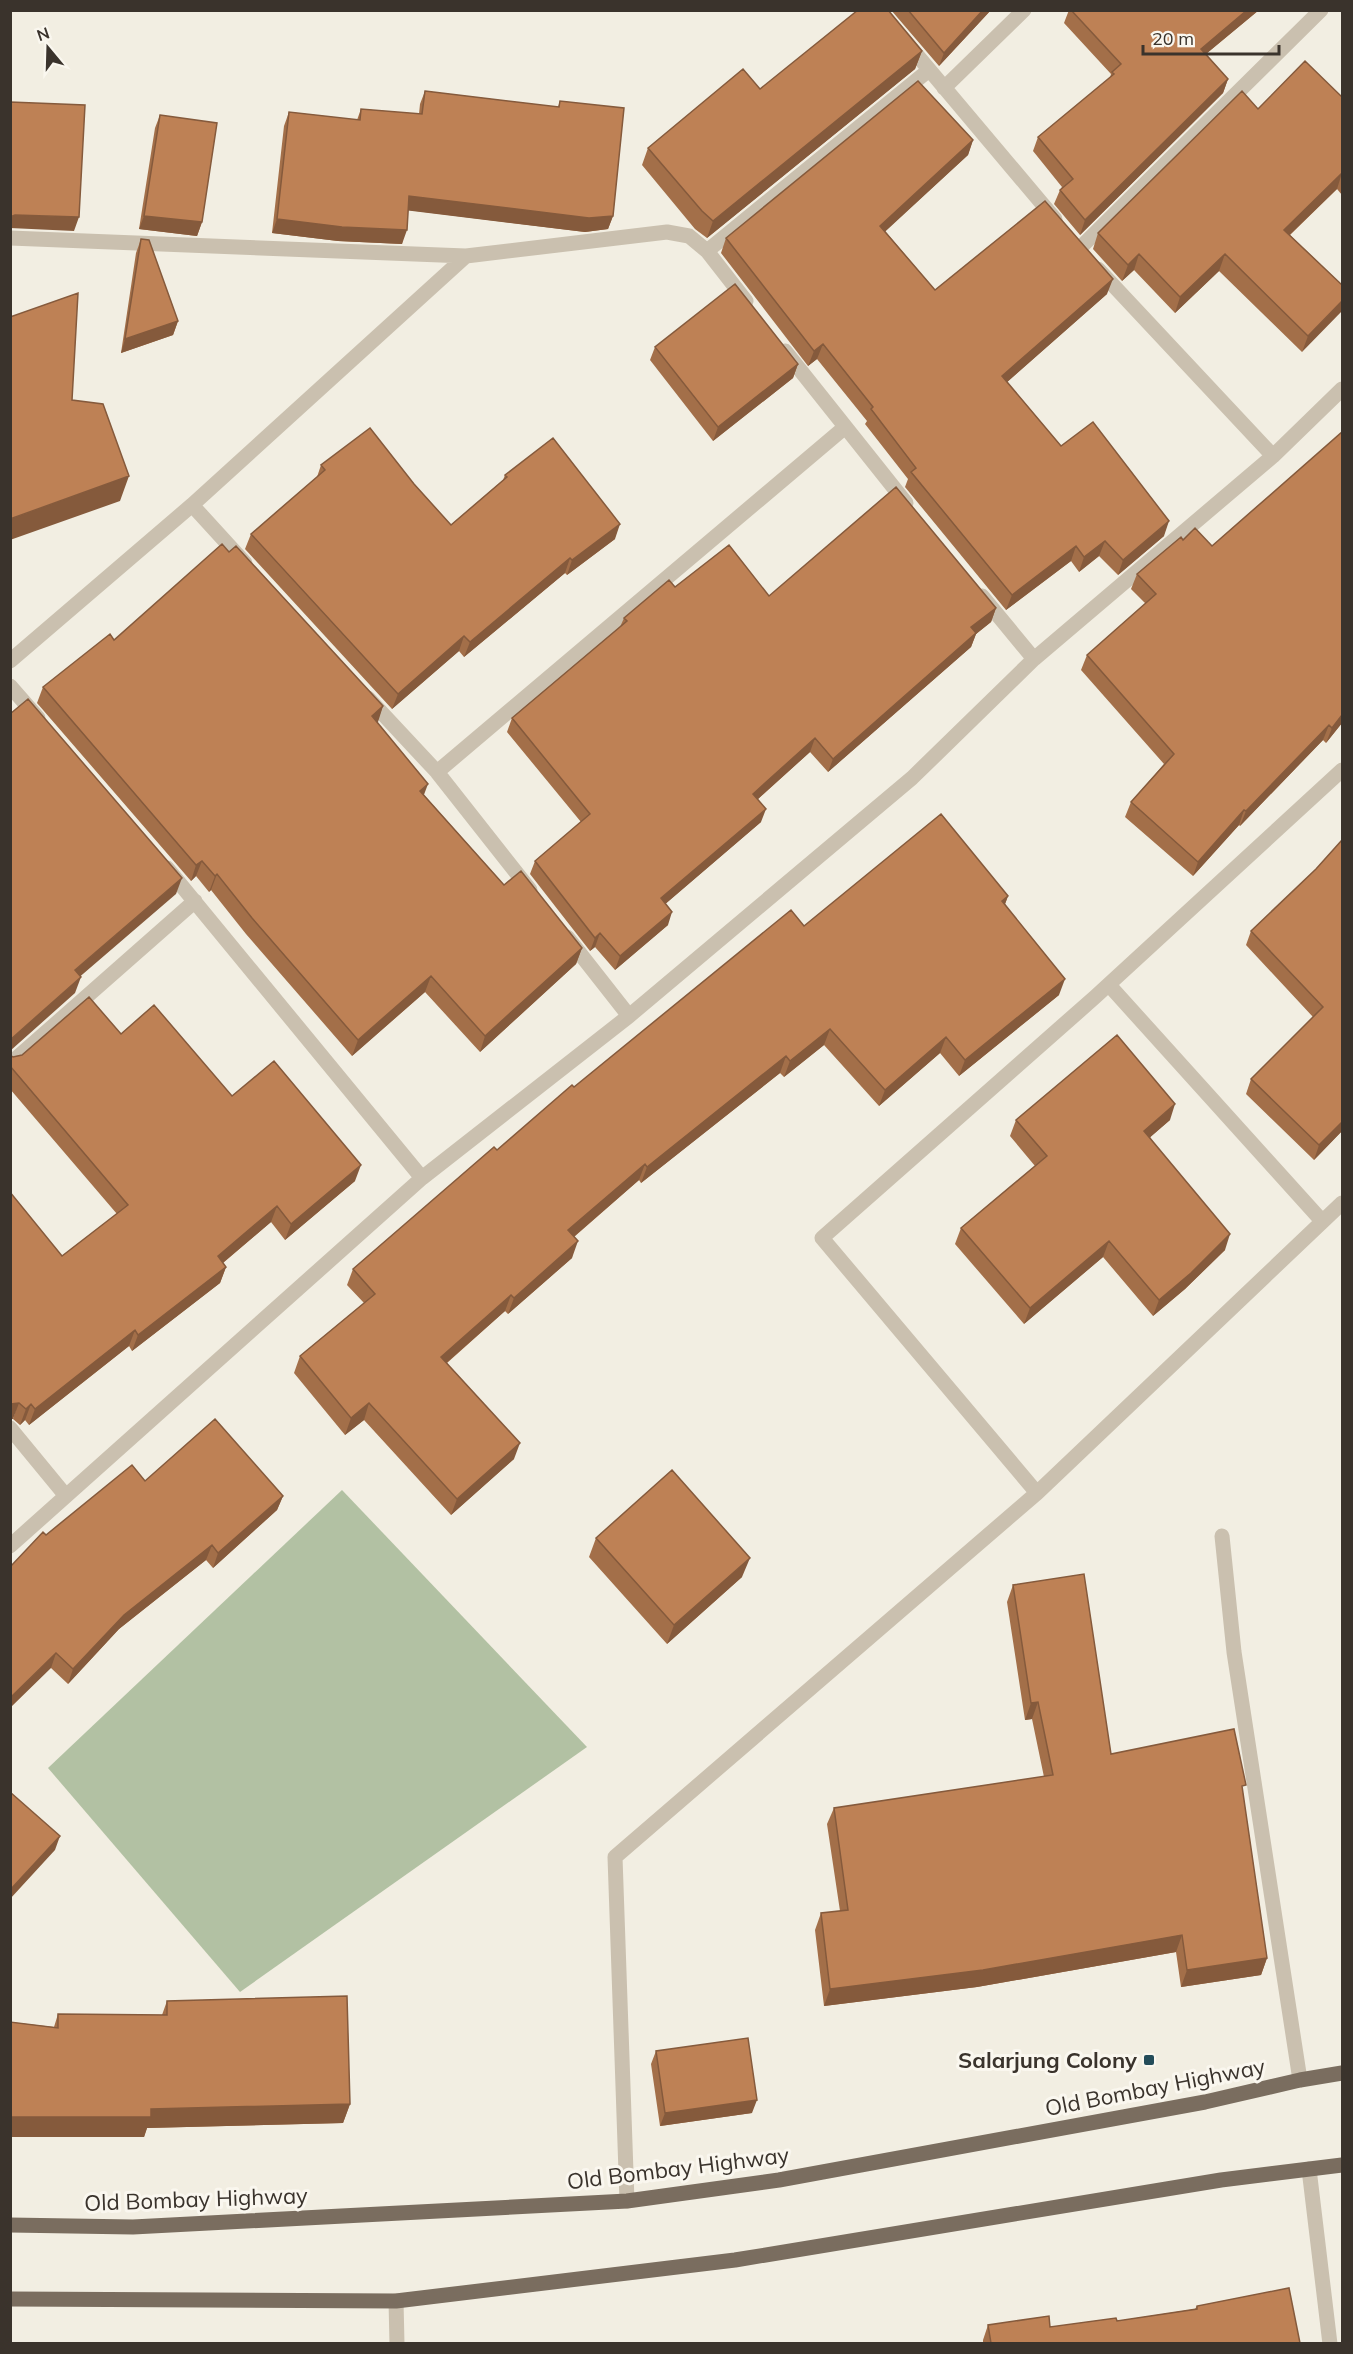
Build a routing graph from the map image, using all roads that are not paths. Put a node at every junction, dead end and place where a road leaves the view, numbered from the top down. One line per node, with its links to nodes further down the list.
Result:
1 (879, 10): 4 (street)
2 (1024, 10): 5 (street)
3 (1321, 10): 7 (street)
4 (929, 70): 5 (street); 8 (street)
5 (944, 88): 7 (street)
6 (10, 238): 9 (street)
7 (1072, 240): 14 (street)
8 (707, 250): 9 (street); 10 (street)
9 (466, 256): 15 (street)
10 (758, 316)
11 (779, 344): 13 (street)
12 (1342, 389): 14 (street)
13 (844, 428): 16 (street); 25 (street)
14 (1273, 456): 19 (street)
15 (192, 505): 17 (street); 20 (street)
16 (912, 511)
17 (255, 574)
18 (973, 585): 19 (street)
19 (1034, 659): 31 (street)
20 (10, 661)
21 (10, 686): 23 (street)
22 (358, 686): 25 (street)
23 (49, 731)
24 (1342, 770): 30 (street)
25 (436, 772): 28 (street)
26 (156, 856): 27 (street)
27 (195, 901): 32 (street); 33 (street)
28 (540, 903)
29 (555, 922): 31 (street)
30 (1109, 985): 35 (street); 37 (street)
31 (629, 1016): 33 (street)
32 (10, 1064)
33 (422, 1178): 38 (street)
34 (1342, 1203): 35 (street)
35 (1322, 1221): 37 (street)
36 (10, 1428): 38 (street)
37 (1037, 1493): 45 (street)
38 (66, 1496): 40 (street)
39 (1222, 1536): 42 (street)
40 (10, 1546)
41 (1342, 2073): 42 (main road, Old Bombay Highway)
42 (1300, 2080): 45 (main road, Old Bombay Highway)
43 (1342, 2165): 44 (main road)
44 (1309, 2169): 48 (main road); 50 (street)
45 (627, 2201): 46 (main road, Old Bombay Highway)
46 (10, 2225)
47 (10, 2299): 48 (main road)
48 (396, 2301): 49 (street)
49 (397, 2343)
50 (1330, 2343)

━━━━━━━━━━

### [TASK PROMPT]
Report every line of the preceding listing where the string "road" occurs.

### [EXERCISE OUTPUT]
Build a routing graph from the map image, using all roads that are not paths. Put a node at every junction, dead end and place where a road leaves the view, numbered from the top down. One line per node, with its links to nodes further down the list.
41 (1342, 2073): 42 (main road, Old Bombay Highway)
42 (1300, 2080): 45 (main road, Old Bombay Highway)
43 (1342, 2165): 44 (main road)
44 (1309, 2169): 48 (main road); 50 (street)
45 (627, 2201): 46 (main road, Old Bombay Highway)
47 (10, 2299): 48 (main road)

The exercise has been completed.